During this period, stylization and canonical ideals of beauty gave way to realistic representation. For example, one of the paintings represents a woman with wrinkles. It was unthinkable in the past. Another work from South India, which deviates from tradition, is the documentation of a medical condition known as neurofibromas (a benign tumor that grows along your nerve cells) in the work titled “A seated lady in a yellow sari”.

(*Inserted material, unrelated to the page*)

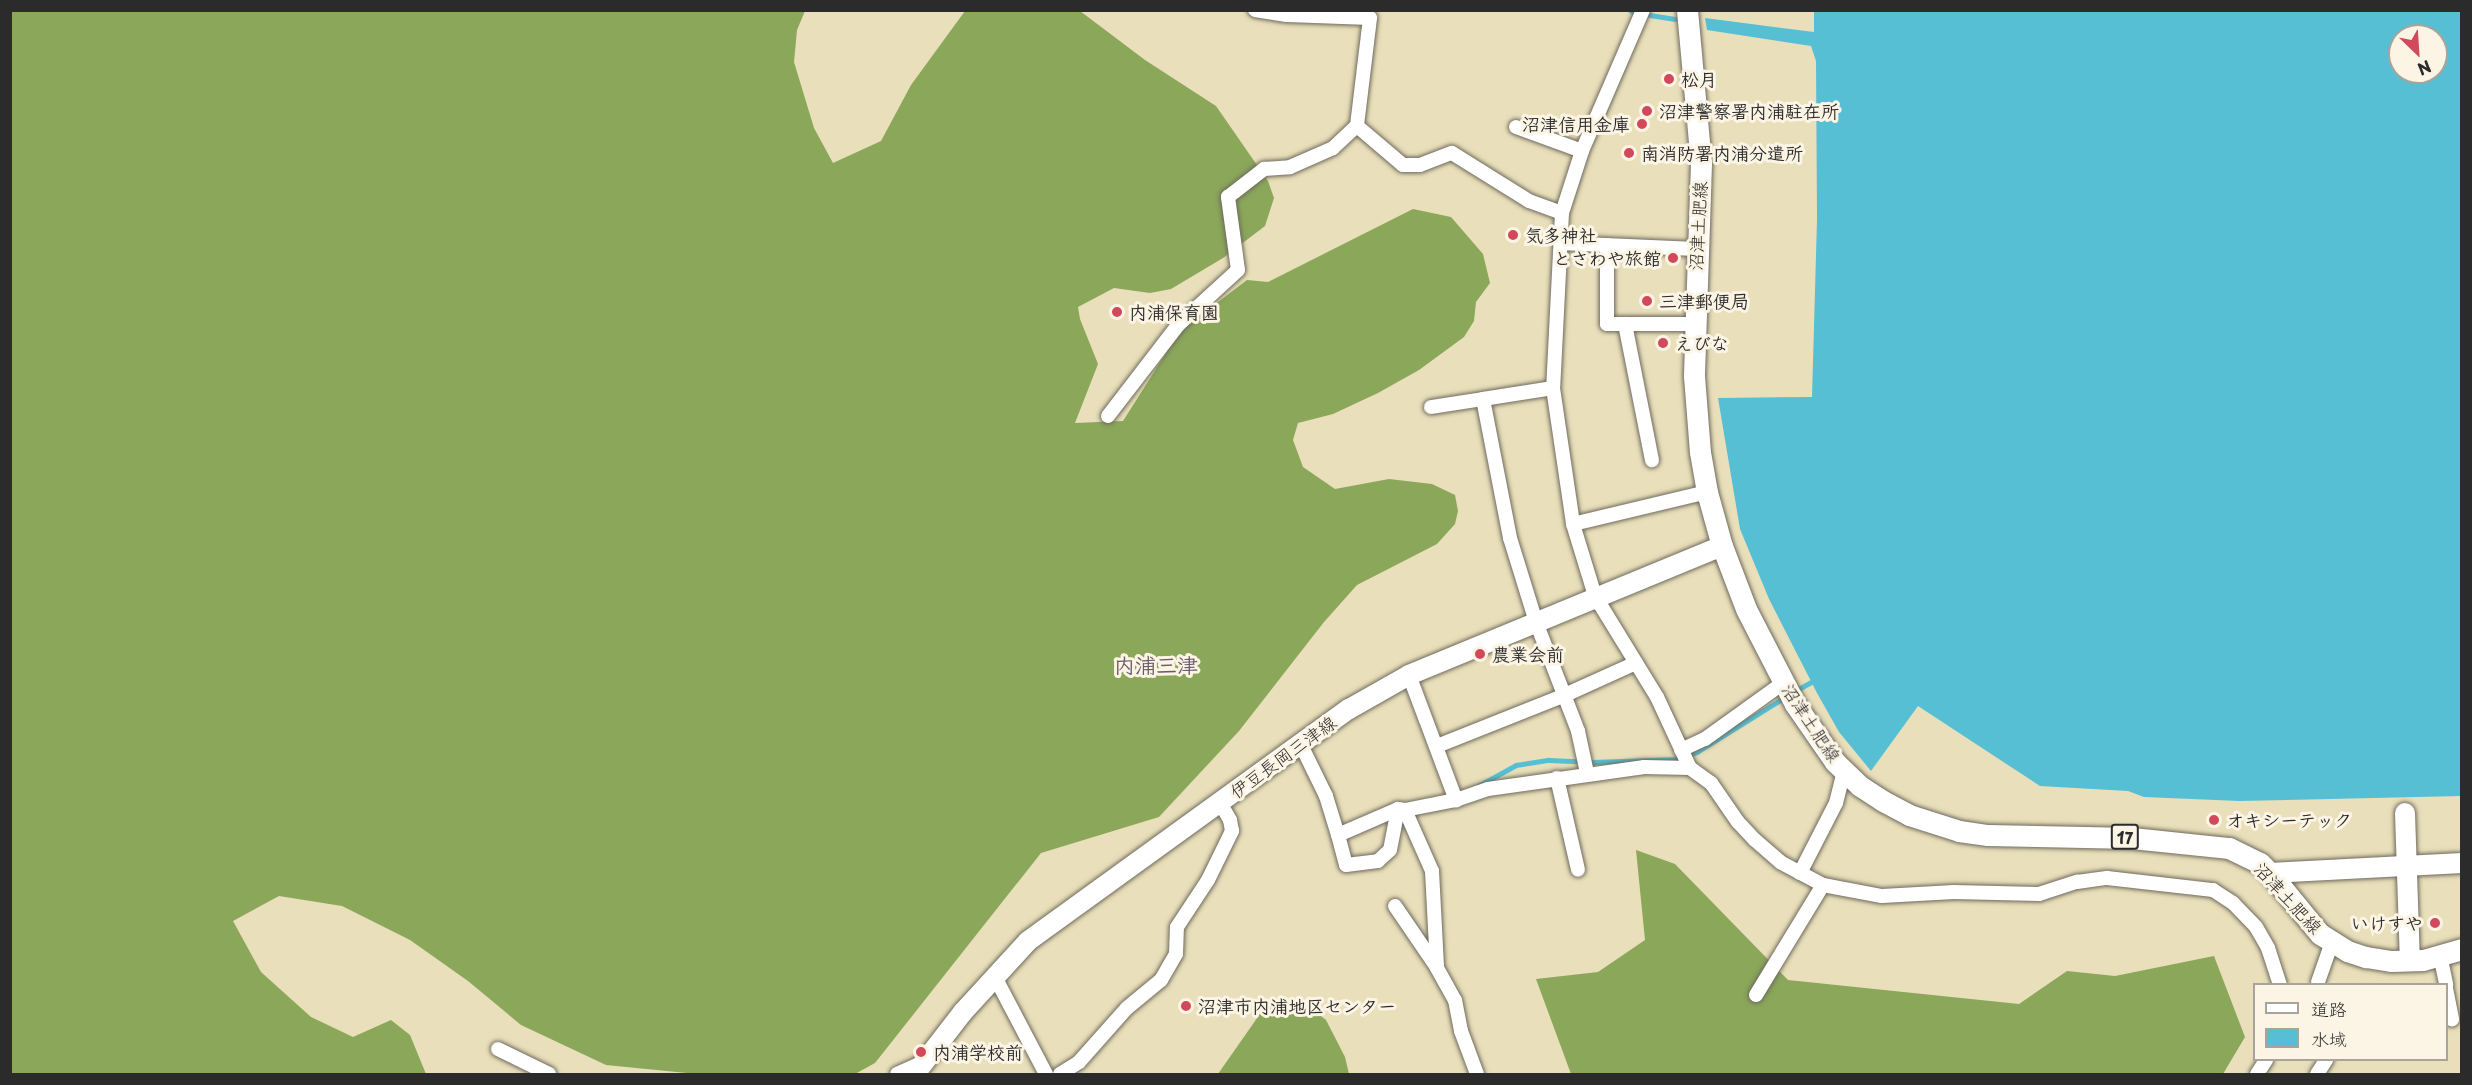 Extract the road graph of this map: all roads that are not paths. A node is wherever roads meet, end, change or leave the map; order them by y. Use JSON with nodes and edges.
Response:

The pan-Indian series also has regional variations. The realism seen in the paintings of South India is different from those of Punjab. In the latter, the emphasis is on decorative elements and stylization, as evidenced by “A Princess and a Friend on Horseback” and “An Armed Woman of the Sikh Court”.
The exhibition contains a wealth of information on women’s clothing and adornments from all over India. Some of the South Indian paintings show women with distended earlobes and heavy auricles. Although primarily produced to suit colonial tastes, today these works of art enrich our understanding of
life in 19th century India and shed light on the material culture and professional practices of the time.
Patrons of this kind mainly included British civil servants and their families who took them home as souvenirs for relatives and friends who could get a taste of India, much like postcards from distant lands today. bring stories from foreign lands.